While Melton has not previously held elective office, he has been involved in politics, running unsuccessfully for the Los Angeles City Council in 2003 and 2007, and also serving on the campaign finance committee for Kevin Faulconer’s recent successful bid for San Diego mayor.

Among his key issues, said Melton, is reigning in taxes, and making sure tax dollars are spent wisely. For example, he said less money should be spent on school administrators’ salaries, and more on paying for teachers and classroom supplies.

In general, he said, he would ask hard questions to make sure tax money is going where it’s supposed to.

As a former publisher of a magazine for seniors, Melton said he wants to protect programs for seniors, such as Meals on Wheels and transportation.

“Those things can’t be cut out. We have to take care of our elderly. That’s very important to me,” Melton said.

Melton touted his business experience, particularly in marketing and fundraising, as attributes he will bring to the table if elected. He said he has an ability to get things done, and would seek corporate sponsorships to help pay for programs, instead of relying on more taxes.
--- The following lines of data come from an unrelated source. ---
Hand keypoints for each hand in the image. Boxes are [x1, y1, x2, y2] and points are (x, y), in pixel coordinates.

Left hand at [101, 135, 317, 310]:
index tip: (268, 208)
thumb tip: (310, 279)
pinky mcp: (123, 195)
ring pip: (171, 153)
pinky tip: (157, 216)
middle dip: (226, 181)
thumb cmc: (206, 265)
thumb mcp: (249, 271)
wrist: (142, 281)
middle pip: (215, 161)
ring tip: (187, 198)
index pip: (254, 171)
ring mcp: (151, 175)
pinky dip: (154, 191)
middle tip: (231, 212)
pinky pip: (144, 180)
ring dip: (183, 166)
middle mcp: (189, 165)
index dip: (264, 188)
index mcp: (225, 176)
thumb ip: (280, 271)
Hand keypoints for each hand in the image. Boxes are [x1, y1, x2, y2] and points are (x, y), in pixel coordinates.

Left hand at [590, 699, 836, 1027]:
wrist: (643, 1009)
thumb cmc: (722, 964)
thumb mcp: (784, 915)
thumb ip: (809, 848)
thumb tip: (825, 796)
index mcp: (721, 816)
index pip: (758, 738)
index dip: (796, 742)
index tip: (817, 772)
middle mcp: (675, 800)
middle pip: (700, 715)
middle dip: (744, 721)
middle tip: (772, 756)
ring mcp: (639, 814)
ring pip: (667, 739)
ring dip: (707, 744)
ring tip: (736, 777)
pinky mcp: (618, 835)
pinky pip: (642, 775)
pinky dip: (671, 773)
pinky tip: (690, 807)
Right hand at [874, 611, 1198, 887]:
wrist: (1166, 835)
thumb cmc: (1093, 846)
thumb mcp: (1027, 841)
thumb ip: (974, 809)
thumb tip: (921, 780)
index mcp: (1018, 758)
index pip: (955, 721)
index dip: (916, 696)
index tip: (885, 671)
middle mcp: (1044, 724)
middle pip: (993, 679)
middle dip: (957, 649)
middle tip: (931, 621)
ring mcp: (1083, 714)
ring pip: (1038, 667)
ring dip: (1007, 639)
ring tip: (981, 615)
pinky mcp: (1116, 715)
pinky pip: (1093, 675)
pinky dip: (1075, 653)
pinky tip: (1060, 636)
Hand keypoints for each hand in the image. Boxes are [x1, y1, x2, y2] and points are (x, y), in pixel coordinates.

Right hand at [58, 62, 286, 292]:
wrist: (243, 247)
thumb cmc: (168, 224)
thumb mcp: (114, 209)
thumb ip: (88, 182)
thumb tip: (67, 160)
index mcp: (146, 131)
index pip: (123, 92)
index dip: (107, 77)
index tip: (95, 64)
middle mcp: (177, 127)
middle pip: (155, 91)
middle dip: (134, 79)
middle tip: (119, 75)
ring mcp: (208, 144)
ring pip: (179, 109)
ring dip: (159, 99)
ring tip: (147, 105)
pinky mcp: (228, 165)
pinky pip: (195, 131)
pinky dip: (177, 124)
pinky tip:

“We can’t keep taking it from the people, (adding) new taxes, that’s got to stop,” he said.

Melton faces a tough challenge as he goes up against an opponent who holds the top leadership position in the Assembly, and also enjoys a strong registration advantage — according to the county Registrar of Voters office, 39 percent of district voters are registered Democrats, with 25 percent registered Republican and 29 percent declining to state a party preference.

Atkins also holds a commanding lead in fundraising, reporting $252,000 in contributions from Jan. 1 through March 17, the latest reporting period on the California Secretary of State’s web site. Melton said he has raised about $8,000, and the web site does not list any fundraising activity for Decker.

Atkins, who replaces Los Angeles Democrat John Perez as speaker, will have to move fast to make her mark as Assembly leader, as she must step down in 2016 due to term limits.

Melton said he would also like to see age limits for legislators at the state and federal levels.

“We need to start looking at some age limits in politics,” he said, which could be set at 75 or 80. At that point, he said, “it’s time to let someone else with different views and different ways get in there.”